WHAT YOU WILL DO: From the listing below, pull out the lines that hold "graph".

>>>>

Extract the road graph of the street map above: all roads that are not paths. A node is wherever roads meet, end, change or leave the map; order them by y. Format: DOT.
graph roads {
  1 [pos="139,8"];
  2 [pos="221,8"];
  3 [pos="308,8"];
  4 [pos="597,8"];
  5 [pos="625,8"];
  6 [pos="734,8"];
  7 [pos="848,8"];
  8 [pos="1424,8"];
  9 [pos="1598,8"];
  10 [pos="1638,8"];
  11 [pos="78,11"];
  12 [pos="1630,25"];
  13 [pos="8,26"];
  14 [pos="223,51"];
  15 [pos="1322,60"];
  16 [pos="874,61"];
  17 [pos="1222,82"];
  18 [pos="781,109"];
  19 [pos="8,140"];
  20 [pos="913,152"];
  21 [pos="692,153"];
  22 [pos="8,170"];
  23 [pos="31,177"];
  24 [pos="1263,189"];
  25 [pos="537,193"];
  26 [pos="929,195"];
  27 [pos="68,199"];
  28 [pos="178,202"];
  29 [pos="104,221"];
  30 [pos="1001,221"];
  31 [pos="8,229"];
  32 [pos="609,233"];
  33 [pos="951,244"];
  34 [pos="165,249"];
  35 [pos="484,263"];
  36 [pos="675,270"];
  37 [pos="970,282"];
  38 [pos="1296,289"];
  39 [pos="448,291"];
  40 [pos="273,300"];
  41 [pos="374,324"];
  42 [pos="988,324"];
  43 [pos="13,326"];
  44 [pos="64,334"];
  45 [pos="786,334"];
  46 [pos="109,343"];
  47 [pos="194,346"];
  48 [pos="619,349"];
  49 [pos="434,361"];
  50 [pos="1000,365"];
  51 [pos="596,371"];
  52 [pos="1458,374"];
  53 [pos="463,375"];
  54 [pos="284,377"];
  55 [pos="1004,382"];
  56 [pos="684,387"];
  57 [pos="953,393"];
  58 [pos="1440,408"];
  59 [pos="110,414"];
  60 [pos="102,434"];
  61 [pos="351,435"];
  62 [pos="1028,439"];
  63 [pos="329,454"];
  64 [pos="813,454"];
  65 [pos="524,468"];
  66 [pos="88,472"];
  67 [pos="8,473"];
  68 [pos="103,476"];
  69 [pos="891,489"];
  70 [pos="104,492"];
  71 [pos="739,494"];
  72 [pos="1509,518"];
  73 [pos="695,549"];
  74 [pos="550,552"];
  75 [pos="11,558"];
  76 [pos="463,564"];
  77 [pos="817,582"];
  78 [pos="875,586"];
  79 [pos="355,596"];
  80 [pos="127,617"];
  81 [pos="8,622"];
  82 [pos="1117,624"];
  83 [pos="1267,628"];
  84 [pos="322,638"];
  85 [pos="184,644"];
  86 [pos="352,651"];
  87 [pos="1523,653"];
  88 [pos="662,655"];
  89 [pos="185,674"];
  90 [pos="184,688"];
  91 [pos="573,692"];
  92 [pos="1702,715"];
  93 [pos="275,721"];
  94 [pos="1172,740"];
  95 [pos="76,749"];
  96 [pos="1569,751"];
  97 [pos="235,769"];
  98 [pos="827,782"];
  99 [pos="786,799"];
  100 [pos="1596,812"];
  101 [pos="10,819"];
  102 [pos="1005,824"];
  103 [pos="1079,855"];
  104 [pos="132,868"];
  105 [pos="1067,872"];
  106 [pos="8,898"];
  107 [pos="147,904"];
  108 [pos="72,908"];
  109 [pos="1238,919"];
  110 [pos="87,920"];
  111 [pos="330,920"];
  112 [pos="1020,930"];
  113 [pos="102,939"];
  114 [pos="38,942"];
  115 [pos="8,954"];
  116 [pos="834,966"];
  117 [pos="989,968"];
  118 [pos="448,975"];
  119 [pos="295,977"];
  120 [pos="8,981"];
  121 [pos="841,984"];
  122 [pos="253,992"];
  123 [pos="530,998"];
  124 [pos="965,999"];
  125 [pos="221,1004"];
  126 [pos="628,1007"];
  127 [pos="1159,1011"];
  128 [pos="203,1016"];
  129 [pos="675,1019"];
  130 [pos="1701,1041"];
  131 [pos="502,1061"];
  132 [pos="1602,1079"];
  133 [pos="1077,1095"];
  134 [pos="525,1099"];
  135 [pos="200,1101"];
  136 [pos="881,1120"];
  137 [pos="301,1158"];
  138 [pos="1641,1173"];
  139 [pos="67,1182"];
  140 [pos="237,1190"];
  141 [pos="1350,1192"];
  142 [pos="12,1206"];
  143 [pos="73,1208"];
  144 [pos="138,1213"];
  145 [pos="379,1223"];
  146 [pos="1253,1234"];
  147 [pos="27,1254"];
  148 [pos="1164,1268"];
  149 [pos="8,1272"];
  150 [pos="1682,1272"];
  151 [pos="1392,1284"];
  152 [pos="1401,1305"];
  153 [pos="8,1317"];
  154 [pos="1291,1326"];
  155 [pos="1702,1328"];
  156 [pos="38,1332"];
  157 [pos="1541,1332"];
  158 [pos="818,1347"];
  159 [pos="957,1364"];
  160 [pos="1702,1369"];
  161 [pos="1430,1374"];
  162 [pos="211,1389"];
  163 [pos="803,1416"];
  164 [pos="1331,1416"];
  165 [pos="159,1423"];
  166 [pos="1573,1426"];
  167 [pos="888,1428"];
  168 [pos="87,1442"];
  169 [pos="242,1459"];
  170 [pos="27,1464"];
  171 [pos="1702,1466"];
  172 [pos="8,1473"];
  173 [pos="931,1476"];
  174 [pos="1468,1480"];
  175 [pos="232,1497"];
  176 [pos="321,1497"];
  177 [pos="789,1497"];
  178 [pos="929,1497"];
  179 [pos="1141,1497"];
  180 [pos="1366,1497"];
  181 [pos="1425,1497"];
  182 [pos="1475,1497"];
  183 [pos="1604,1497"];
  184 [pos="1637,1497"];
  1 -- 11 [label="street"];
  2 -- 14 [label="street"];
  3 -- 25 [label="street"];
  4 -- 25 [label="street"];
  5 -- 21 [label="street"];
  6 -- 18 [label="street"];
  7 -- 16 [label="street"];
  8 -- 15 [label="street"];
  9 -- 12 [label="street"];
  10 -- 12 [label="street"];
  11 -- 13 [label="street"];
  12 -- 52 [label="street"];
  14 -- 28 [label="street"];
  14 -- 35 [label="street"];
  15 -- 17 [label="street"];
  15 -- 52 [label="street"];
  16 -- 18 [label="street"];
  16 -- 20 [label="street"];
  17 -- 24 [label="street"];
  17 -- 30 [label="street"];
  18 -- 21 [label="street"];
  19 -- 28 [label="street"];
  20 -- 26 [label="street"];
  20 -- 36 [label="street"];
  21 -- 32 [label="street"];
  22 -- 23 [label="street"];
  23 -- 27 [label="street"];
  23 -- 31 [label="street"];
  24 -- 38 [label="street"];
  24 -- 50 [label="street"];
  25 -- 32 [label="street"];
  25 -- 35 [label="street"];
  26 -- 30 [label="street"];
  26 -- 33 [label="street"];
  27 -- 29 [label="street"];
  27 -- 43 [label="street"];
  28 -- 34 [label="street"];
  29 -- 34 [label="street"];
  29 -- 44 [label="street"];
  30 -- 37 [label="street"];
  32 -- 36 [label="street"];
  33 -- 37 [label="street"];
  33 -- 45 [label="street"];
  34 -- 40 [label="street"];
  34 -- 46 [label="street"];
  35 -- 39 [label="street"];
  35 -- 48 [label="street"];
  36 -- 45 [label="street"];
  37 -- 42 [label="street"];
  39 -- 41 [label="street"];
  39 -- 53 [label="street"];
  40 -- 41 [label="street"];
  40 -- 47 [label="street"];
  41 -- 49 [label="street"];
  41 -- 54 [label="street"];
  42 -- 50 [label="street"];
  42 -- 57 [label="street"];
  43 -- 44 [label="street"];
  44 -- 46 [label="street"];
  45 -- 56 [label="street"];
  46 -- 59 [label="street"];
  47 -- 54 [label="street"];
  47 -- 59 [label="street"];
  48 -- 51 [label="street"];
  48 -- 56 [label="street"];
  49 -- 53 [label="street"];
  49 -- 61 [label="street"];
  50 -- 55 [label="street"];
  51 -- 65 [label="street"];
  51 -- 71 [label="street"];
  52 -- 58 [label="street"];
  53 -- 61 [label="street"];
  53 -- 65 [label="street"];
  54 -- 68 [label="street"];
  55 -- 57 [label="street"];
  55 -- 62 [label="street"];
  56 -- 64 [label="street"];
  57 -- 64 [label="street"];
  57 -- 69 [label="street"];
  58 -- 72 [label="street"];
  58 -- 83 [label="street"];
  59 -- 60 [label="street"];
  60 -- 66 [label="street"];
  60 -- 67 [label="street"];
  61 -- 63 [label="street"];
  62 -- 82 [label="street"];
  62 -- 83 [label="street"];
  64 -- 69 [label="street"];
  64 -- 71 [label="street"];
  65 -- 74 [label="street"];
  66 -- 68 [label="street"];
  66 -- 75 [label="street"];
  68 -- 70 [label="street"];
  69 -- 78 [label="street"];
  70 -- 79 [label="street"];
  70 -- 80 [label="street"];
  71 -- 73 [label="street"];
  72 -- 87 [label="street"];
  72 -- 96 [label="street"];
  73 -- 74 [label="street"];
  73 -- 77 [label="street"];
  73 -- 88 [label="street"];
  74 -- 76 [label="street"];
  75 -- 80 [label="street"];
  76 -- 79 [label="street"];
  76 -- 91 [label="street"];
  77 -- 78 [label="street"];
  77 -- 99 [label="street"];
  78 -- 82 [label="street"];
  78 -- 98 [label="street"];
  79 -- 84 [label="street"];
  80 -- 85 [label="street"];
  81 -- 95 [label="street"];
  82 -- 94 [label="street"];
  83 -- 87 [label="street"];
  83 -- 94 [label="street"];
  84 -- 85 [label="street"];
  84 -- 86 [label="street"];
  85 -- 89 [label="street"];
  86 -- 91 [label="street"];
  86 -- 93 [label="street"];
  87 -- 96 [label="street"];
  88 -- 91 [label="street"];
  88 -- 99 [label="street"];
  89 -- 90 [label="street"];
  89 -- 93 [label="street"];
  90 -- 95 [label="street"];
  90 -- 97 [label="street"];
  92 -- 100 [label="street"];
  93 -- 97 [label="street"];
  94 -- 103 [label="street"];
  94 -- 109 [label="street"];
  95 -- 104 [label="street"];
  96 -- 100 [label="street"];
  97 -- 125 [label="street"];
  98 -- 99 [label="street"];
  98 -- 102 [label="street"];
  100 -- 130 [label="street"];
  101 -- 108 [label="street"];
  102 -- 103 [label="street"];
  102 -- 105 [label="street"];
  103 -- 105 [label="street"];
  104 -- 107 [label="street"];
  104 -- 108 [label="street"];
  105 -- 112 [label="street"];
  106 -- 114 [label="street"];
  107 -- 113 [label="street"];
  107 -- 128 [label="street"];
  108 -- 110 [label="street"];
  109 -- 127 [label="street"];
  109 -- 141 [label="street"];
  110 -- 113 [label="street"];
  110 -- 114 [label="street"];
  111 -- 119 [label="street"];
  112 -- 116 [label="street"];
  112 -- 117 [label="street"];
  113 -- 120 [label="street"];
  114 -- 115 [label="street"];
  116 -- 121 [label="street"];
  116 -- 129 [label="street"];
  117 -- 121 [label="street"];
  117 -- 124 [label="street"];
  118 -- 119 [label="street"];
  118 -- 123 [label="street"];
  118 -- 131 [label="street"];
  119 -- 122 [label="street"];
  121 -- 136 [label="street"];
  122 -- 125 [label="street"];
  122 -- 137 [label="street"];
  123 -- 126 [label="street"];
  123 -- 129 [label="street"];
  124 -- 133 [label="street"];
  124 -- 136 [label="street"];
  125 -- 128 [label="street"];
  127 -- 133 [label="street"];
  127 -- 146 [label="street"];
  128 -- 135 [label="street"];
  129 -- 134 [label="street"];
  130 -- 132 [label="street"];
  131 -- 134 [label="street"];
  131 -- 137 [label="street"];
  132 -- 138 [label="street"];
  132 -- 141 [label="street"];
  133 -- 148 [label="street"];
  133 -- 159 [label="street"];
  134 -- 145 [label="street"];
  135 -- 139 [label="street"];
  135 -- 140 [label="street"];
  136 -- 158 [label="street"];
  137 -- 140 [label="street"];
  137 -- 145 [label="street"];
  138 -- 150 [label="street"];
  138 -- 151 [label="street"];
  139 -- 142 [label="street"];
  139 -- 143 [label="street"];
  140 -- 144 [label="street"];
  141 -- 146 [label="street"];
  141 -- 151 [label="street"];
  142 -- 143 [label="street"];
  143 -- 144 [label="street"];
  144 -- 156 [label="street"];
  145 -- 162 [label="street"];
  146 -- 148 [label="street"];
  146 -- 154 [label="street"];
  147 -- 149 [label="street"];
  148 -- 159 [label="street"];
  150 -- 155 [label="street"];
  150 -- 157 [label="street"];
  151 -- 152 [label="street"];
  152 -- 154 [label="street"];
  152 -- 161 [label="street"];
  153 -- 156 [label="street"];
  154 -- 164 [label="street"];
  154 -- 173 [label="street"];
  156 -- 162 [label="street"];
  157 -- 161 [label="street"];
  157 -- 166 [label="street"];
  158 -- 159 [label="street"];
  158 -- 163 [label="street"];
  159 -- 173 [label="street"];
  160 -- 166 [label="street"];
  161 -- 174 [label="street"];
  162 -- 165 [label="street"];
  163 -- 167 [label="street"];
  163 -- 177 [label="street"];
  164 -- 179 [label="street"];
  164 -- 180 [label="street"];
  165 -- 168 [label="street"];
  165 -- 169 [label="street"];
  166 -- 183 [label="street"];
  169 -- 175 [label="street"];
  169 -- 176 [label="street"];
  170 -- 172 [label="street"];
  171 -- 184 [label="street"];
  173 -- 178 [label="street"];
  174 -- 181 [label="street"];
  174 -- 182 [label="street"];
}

<<<<

RESULT FOR THIS TASK:
Extract the road graph of the street map above: all roads that are not paths. A node is wherever roads meet, end, change or leave the map; order them by y. Format: DOT.
graph roads {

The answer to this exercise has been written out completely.